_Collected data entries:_
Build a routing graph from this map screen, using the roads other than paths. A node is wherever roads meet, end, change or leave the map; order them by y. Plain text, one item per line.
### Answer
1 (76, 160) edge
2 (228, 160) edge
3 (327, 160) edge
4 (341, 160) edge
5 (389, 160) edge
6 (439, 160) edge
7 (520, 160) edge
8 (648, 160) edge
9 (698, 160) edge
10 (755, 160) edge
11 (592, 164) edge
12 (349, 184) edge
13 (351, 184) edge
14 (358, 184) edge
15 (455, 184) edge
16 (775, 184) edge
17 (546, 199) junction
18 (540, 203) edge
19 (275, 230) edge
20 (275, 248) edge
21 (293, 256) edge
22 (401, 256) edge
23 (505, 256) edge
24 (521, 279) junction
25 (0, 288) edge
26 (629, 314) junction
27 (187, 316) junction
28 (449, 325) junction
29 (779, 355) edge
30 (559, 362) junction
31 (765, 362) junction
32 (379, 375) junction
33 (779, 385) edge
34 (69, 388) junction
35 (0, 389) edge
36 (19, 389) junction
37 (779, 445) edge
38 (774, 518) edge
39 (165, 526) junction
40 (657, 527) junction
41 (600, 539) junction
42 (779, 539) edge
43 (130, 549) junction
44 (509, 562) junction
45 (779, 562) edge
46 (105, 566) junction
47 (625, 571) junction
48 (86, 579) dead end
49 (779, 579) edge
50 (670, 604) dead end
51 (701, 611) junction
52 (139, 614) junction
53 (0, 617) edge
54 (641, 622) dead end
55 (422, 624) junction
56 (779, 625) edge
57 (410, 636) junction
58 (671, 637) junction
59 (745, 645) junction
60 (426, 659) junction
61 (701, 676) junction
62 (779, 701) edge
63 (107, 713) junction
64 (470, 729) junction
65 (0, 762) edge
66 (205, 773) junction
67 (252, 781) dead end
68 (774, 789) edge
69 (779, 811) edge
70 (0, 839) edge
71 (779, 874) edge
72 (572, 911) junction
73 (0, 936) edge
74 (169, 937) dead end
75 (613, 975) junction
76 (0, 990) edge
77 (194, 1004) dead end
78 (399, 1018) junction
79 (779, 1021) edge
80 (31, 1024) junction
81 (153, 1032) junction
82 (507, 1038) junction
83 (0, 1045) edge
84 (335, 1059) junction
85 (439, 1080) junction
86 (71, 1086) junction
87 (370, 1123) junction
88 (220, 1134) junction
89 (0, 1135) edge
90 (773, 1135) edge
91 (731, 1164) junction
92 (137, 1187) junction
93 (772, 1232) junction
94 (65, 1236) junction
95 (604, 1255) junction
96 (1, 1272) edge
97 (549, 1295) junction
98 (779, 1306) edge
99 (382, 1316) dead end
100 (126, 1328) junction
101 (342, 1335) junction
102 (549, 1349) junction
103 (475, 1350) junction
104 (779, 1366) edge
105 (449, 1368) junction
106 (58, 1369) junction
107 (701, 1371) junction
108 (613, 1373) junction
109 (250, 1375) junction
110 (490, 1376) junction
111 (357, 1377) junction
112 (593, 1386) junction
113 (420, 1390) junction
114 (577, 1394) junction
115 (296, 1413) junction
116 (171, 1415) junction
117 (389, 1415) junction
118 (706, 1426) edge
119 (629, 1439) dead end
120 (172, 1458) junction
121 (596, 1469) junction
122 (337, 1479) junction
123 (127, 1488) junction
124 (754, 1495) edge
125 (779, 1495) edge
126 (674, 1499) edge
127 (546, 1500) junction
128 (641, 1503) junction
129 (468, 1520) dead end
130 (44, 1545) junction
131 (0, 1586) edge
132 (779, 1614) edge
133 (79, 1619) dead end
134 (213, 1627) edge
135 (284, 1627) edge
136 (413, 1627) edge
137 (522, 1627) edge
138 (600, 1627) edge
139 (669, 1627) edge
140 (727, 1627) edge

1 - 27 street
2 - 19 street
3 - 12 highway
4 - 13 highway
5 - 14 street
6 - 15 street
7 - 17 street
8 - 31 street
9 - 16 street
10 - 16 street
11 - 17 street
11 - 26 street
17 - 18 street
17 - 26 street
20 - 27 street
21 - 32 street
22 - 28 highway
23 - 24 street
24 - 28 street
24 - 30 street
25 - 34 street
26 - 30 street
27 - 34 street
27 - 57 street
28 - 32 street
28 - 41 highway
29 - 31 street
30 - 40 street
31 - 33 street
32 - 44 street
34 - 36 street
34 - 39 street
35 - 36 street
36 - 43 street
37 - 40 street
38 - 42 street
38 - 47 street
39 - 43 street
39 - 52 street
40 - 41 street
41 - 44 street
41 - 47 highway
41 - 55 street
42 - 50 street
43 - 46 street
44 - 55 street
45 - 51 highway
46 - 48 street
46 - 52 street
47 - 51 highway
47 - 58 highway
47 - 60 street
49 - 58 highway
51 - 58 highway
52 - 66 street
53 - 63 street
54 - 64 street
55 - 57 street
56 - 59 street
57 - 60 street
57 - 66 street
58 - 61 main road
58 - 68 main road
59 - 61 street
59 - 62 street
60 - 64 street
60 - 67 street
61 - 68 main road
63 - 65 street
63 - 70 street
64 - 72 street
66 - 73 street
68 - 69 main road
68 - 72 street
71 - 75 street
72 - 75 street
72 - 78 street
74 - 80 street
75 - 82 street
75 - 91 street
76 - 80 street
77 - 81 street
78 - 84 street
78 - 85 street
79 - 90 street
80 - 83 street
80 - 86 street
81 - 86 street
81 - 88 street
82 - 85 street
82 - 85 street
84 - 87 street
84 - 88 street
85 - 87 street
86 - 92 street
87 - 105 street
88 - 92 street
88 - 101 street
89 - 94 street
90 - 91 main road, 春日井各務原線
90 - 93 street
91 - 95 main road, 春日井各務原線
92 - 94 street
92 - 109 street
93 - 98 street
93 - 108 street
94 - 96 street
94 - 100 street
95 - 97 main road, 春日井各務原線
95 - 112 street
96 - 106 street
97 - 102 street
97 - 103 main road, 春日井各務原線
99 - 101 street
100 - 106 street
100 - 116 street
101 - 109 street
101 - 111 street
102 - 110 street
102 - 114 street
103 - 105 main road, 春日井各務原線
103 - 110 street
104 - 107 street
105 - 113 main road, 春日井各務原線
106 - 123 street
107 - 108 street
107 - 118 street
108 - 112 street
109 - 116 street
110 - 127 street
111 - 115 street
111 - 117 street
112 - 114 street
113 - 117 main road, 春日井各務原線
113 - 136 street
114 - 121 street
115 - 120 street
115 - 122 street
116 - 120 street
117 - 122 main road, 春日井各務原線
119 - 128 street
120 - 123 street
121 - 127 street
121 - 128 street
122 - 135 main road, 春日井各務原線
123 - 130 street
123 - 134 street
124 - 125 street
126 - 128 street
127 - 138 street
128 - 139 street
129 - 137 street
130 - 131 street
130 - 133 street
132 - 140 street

_WHAT IS NEEDED:_ Return each line of the data above that includes the word "highway".

_SOLUTION TO THE EXERCISE:_
3 - 12 highway
4 - 13 highway
22 - 28 highway
28 - 41 highway
41 - 47 highway
45 - 51 highway
47 - 51 highway
47 - 58 highway
49 - 58 highway
51 - 58 highway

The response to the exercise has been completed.